• _What is expected_:
Two lines in the data below mark the range: the one with "display:block; font-size:42px; line-height:51px" and the one with "font-size:45px; font-weight:700; line-height:1.1". Return both, along with every line between them, exactly.

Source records
Start of Block

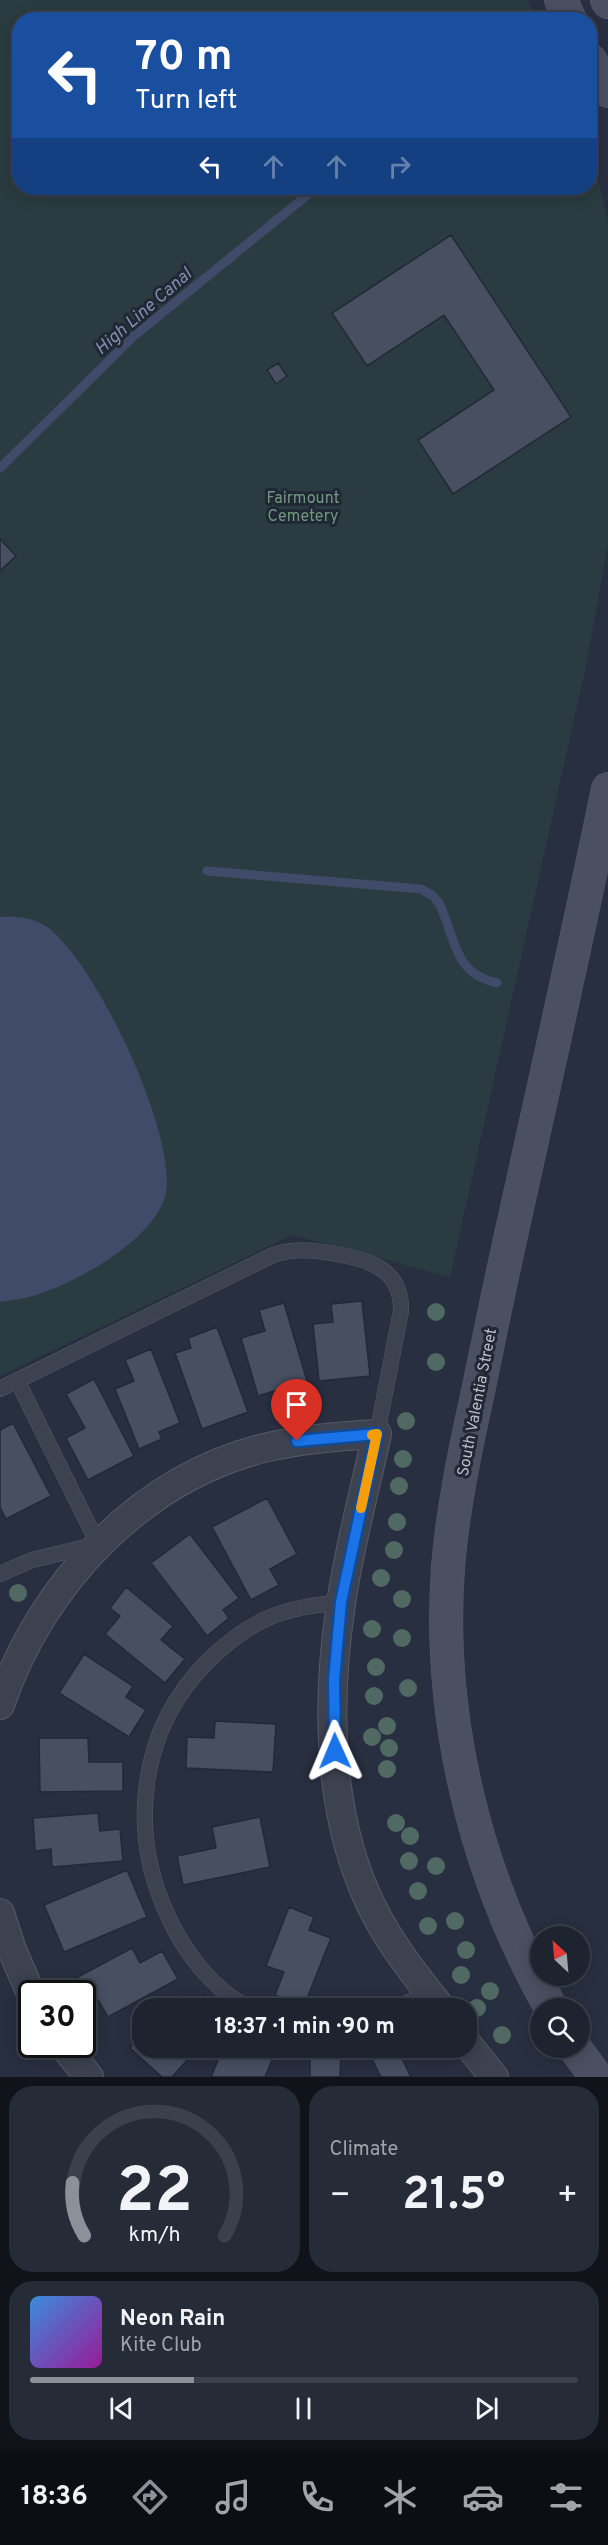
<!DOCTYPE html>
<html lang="en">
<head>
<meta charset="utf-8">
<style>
	:root { --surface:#1e2330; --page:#262b38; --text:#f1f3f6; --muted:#a1a4ab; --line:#3c404c; --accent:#8c9099 }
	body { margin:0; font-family:Overpass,sans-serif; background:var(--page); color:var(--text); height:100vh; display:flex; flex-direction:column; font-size:22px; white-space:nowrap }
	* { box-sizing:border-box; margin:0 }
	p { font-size:20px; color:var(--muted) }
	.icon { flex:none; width:33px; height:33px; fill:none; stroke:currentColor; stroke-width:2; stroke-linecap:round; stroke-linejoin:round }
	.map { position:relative; height:2077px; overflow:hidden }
	.sheet { display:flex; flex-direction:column; gap:9px; padding:9px; background:#10131a; flex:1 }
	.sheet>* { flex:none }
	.top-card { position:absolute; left:12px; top:12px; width:585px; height:183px; border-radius:24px; box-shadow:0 3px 15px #0003,0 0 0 2px var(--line); background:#1a4fa0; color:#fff; overflow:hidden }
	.needle { width:39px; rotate:334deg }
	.controls { position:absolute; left:530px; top:1926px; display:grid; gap:12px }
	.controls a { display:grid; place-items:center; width:60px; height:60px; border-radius:50%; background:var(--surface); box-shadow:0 3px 15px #0003,0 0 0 2px var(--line); font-size:30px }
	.speed { position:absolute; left:18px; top:1980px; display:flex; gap:12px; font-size:30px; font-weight:700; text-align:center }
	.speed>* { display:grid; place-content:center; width:78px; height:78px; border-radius:50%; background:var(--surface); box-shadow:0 3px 15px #0003,0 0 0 2px var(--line); line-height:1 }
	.speed .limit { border:3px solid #111; border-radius:9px; background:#fff; color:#111 }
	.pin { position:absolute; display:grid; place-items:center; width:51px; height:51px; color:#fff; margin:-62px -26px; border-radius:50% 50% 50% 0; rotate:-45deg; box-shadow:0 0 6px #0007 }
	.pin .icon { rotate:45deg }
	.me { position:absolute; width:66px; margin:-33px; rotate:359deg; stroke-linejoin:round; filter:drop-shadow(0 0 4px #0008) }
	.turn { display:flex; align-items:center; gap:21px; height:126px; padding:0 24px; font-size:27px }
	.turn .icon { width:78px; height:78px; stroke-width:2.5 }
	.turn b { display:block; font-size:42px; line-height:51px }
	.lanes { display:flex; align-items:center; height:57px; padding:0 24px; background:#0003; justify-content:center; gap:30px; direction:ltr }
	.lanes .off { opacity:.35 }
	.big { font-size:45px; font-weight:700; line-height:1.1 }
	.sheet .card { flex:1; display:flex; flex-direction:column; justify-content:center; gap:9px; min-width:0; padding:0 21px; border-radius:24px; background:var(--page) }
	.sheet .dial { align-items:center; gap:0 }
	.dial svg { height:156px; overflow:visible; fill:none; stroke:var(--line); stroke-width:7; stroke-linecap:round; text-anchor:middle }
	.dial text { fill:var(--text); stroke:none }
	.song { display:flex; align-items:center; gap:18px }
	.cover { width:72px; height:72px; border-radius:9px; background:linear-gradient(135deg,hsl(210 70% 55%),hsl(300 70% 35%)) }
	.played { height:6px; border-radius:3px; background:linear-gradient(90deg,var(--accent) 30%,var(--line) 30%) }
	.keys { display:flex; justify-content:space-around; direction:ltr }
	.heat { display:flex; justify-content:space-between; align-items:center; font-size:33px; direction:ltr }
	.sheet .tiles { flex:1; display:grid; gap:9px; grid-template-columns:1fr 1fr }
	.card:last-child { grid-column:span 2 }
	.trip { position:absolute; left:132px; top:1998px; width:345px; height:60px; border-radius:24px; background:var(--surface); box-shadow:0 3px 15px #0003,0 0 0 2px var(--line); font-weight:700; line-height:60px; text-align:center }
	.menu { display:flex; height:96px; justify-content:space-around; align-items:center; background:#0c0e13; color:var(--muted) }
	.menu .icon { width:42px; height:42px }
	.menu .current { color:var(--accent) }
	.menu b { font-size:27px; color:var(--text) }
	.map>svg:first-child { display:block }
</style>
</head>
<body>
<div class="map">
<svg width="608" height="2077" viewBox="0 0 608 2077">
	<rect width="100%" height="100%" fill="#282f40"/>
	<path fill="#2a3c41" d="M0 0H528L536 19 20 20V188H590V148L594 160 608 223V544L586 666 450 1277 292 1235 0 1376Z"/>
	<path fill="#3f4b68" d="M0 917C15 916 31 917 44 925 93 954 184 1146 164 1200 148 1243 77 1282 36 1295 24 1299 12 1300 0 1302Z"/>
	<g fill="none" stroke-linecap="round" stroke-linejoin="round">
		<path stroke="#3f4b68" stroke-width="9" d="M0 468 134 336 316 188
			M207 871 421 889 433 896 439 903C456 937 452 973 497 983"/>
	</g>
	<path fill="#474f61" stroke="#222937" stroke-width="1.5" d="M451 235 571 417 453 494 418 440 494 390 444 315 367 366 332 313Z
		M278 363 287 376 276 384 267 370Z
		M0 539 16 556 0 571Z
		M362 1301 370 1376 319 1381 313 1324 333 1322 331 1304Z
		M284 1303 307 1381 258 1396 241 1338 265 1331 259 1310Z
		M217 1327 248 1412 202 1429 175 1353 191 1348 188 1338Z
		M151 1349 180 1423 159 1432 162 1439 139 1449 115 1389 134 1381 125 1360Z
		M94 1379 134 1456 88 1480 66 1438 85 1428 66 1394Z
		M13 1423 51 1496 6 1519 0 1507V1430Z
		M267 1498 297 1554 270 1569 279 1585 251 1600 212 1527Z
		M190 1534 239 1598 223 1610 229 1618 207 1636 151 1563Z
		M126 1587 173 1626 161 1640 185 1659 165 1683 105 1634 120 1616 110 1608Z
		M84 1654 133 1686 126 1697 146 1710 129 1737 59 1693Z
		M215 1721 276 1724 273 1772 186 1768 187 1737 214 1738Z
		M39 1738H88L89 1762H123V1791L40 1792Z
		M98 1813 100 1831 120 1829 123 1861 52 1867 51 1849 35 1851 33 1818Z
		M260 1817 270 1867 183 1885 177 1856 216 1848 212 1827Z
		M127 1870 147 1917 64 1952 44 1905Z
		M289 1907 314 1917 309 1930 331 1938 304 2006 275 1995 284 1972 266 1966Z
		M132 1948 140 1963 162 1951 178 1979 108 2017 97 1998 89 2003 76 1978Z
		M179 1994 192 2006 203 1994 219 2008H165Z
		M142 2034V2048H198L172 2077H162L130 2048Z
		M223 2048H277L265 2077H211Z
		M391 2048H397L411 2077H381L371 2057Z
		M310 2052H341L340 2077H310Z"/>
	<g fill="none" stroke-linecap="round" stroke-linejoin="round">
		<defs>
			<path id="lane" d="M0 1389 273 1255C295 1248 314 1250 336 1254 371 1260 402 1270 401 1311L377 1434
				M0 1574 32 1560 98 1544 17 1380
				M249 2008C212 1989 184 1952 167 1914 128 1829 140 1729 207 1662 224 1645 244 1629 266 1619 290 1608 315 1605 341 1602
				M394 2008 429 1994"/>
			<path id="street" d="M0 1705C41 1584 141 1477 268 1447 304 1439 340 1436 377 1434 365 1490 349 1547 341 1604 326 1702 327 1816 372 1907 390 1944 416 1976 441 2008
				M0 1913 12 1950 32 1996
				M466 2042 494 2077
				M62 2044 89 2077"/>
			<path id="secondary" d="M561 0 570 20
				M607 0 608 2
				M590 60 608 91
				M551 2008C476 1876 437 1719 448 1567 453 1506 466 1446 479 1387 490 1333 501 1280 513 1226 545 1081 578 935 608 789
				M575 2048 596 2077"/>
		</defs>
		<use href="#lane" stroke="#545a67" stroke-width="16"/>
		<use href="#street" stroke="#545a67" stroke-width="30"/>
		<use href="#secondary" stroke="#545a67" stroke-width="34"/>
		<use href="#lane" stroke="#3c4250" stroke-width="15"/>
		<use href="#street" stroke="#3c4250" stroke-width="28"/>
		<use href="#secondary" stroke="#4a5062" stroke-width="33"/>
	</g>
	<g fill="#506963">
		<circle cx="436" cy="1312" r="9"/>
		<circle cx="436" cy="1362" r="9"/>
		<circle cx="406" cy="1421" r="9"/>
		<circle cx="403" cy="1459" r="9"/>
		<circle cx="399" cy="1486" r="9"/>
		<circle cx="397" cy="1522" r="9"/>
		<circle cx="394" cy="1550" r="9"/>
		<circle cx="381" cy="1578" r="9"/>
		<circle cx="18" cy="1593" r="9"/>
		<circle cx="402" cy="1599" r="9"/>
		<circle cx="372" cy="1629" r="9"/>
		<circle cx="402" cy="1638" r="9"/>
		<circle cx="376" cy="1667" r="9"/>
		<circle cx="408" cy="1688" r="9"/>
		<circle cx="374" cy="1696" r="9"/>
		<circle cx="387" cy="1726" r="9"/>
		<circle cx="372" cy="1737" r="9"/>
		<circle cx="389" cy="1748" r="9"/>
		<circle cx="387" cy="1769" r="9"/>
		<circle cx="396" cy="1823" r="9"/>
		<circle cx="410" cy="1836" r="9"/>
		<circle cx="409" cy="1861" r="9"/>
		<circle cx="436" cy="1866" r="9"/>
		<circle cx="418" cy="1891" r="9"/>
		<circle cx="455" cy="1921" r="9"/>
		<circle cx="428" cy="1926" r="9"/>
		<circle cx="466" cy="1950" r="9"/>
		<circle cx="461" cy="1975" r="9"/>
		<circle cx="490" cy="1991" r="9"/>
		<circle cx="477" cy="2008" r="9"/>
		<circle cx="502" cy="2035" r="9"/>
	</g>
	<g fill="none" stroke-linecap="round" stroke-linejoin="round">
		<defs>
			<path id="route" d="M297 1441 377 1434 341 1602 334 1680 335 1751"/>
		</defs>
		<use href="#route" stroke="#114b97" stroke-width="15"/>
		<use href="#route" stroke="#1a73e8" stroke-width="10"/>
		<path stroke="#f59e0b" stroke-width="10" d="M361 1508 377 1434 372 1435"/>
	</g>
	<g text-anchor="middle" stroke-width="6" stroke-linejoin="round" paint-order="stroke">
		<g font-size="16" fill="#71997f" stroke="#202735">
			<text x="303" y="503">Fairmount<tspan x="303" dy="18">Cemetery</tspan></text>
		</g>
		<g font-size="16" fill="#b8bdca" stroke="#202735">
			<text transform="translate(476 1402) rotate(-79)" y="6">South Valentia Street</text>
		</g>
		<g font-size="18" font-style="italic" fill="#8290af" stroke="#202735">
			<text transform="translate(143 311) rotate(-41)" y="6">High Line Canal</text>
		</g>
	</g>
</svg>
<div class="controls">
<a><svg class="needle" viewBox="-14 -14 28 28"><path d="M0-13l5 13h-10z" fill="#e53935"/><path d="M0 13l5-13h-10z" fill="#a1a4ab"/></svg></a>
<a><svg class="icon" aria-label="search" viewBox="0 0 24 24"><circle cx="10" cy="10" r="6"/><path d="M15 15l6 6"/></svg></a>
</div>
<div class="speed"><div class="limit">30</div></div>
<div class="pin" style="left:297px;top:1441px;background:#d93025"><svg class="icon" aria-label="arrive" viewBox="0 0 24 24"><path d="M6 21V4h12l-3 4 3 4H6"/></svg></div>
<svg class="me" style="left:335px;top:1751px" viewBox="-20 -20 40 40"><path d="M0-17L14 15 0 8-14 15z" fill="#1a73e8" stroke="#fff" stroke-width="4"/></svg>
<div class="trip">18:37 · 1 min · 90 m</div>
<div class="top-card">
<div class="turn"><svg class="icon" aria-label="left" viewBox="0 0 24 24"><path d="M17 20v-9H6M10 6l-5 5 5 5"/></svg><div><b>70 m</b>Turn left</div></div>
<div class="lanes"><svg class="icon" aria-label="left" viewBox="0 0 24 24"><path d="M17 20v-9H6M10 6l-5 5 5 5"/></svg><svg class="icon off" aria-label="ahead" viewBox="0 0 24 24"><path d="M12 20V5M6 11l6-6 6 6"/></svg><svg class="icon off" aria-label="ahead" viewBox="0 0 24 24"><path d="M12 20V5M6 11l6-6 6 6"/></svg><svg class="icon off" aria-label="right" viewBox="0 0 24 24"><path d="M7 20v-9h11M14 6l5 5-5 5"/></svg></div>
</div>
</div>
<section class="sheet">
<div class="tiles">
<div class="card dial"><svg viewBox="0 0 100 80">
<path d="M14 69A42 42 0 1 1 86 69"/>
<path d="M14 69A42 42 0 0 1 8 42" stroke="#8c9099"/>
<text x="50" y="56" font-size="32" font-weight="700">22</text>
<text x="50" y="72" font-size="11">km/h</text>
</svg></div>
<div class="card"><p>Climate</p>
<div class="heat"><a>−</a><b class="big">21.5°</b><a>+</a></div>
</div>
<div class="card">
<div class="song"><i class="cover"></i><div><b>Neon Rain</b><p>Kite Club</p></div></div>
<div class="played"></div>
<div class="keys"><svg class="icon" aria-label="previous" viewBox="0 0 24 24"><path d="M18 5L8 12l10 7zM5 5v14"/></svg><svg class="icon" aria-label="pause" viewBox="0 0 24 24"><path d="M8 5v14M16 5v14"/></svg><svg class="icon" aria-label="next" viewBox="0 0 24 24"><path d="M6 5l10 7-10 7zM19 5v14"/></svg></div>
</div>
</div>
</section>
<nav class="menu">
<b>18:36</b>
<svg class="icon current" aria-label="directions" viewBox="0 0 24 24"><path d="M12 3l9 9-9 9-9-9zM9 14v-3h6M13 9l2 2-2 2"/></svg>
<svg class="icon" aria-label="music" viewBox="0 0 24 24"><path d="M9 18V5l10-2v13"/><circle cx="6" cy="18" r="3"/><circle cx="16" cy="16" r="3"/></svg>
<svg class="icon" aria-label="phone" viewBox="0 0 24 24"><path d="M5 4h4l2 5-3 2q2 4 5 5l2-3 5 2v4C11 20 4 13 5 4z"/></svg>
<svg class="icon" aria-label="climate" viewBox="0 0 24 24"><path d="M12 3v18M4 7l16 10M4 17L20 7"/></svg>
<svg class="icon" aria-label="car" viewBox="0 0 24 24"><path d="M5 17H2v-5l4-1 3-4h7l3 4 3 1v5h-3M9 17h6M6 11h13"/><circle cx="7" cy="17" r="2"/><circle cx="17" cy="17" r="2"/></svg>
<svg class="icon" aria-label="filters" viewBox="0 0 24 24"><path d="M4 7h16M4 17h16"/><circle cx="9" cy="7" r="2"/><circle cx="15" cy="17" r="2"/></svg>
</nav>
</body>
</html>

End of Block

• _Answer to the problem_:
	.turn b { display:block; font-size:42px; line-height:51px }
	.lanes { display:flex; align-items:center; height:57px; padding:0 24px; background:#0003; justify-content:center; gap:30px; direction:ltr }
	.lanes .off { opacity:.35 }
	.big { font-size:45px; font-weight:700; line-height:1.1 }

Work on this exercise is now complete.